À titre de référence, en temps normal, il y a chaque semaine dans ma routine environ quatre heures de lecture dans le bus, généralement de romans, et peut-être à peu près autant de séries télévisées dans mon salon. Donc à peu près huit heures loin de ce monde.

Et puis au moins d'août, il y a eu la conjonction de plusieurs choses indépendantes : j'étais en train de lire dans le bus une des rares non-fiction de ma liste de lecture, à savoir Thinking Fast and Slow, et juste après je me suis retrouvée dans deux semaines de vacances qui ont complètement bouleversé mon quotidien, et qui se sont trouvées de plus en plus pauvres en fictions, car des activités plus sociables occupaient toutes les journées. À tel point que j'ai fini par ressentir un manque que je n'ai pas pu interpréter immédiatement.

Bon, en vrai, ce n'était pas une découverte complète, et je ne suis pas vraiment partie de zéro. Par le passé j'ai déjà ressenti une version beaucoup plus faible de ce même manque, le dimanche soir. Ce besoin semble exister aussi à des échelles de temps plus petites, comme si j'avais besoin d'une dose à peu près tous les jours, probablement suivant mon état mental général, et peut-être la force de la fiction en cours de lecture, ou de mes occasions de rêvasser dans ma propre fiction par ailleurs.

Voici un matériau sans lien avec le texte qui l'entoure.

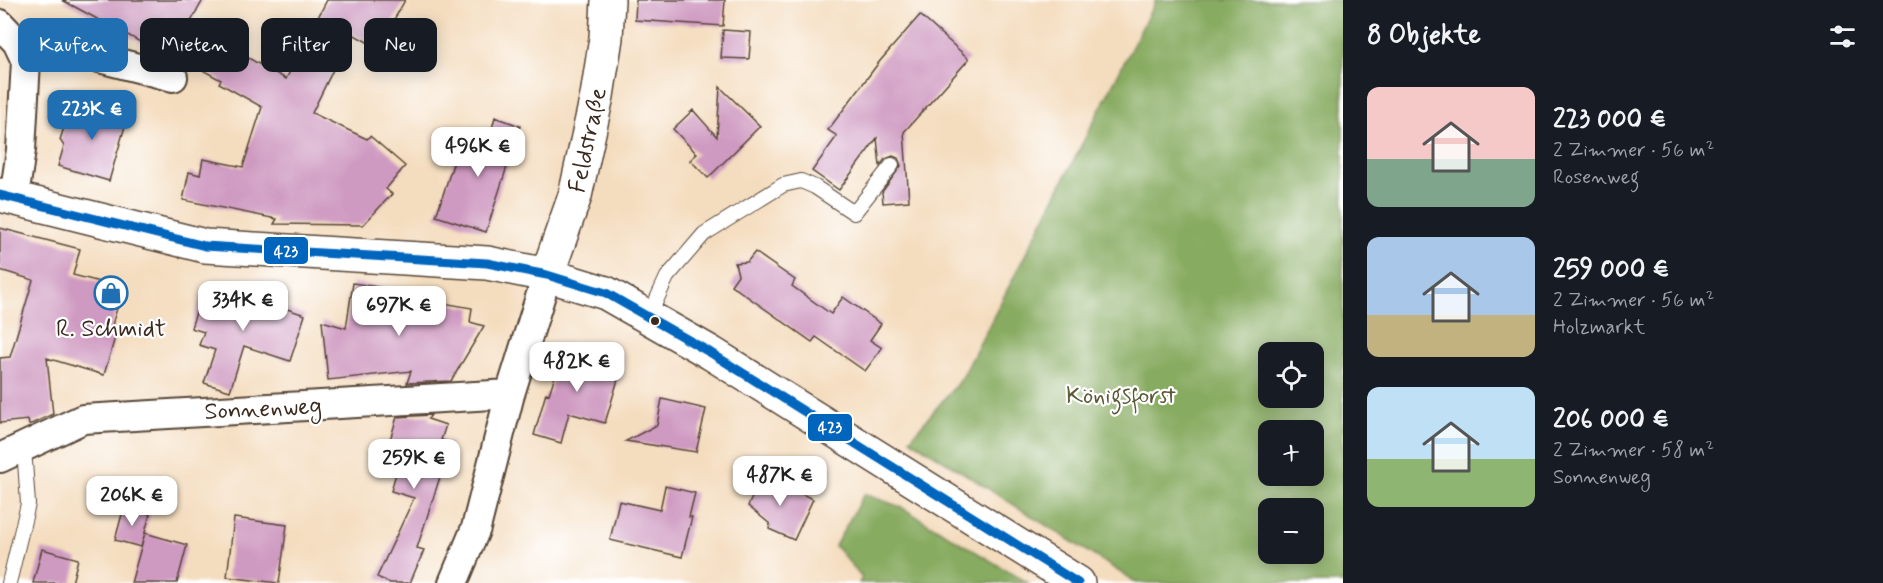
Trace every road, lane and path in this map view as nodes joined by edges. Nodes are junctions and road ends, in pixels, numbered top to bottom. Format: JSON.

Je ne sais pas trop quoi en penser. C'est un peu comme si je découvrais que je suis plus dépendante de la lecture que je ne le croyais, mais sans la noblesse associée à la lecture. Je trouve que c'est contrariant de dépendre de quoi que ce soit, même si c'est un peu idiot vu ma dépendance à la nourriture et à l'oxygène). J'essaye de me dire qu'au moins ce n'est pas physiologiquement malsain, mais c'est un maigre réconfort quand j'imagine les conséquences sociales que ça pourrait avoir.

Je ne sais pas trop comment organiser ma vie pour être sûre de ne pas manquer, quelque chose comme l'équivalent des repas qui rappellent périodiquement qu'il faut se nourrir même si pour une raison ou pour une autre la faim ne remplit plus ce rôle.

D'un autre côté, en regardant plus froidement ma description de cette situation, je me demande si je ne suis pas en train de confondre le besoin de fiction et le besoin de se ressourcer dans le calme qui découle de l'introversion.

Et vous, qu'en pensez-vous ? Avez-vous aussi des besoins de fiction après s'en être passé trop longtemps ? Ressentez-vous une subtile nuance entre des besoins de fiction et des besoins de calme ?

En avez-vous marre de ces questions artificielles qui prétendent augmenter l'engagement ? Posteriez-vous les mêmes commentaires sans elles ?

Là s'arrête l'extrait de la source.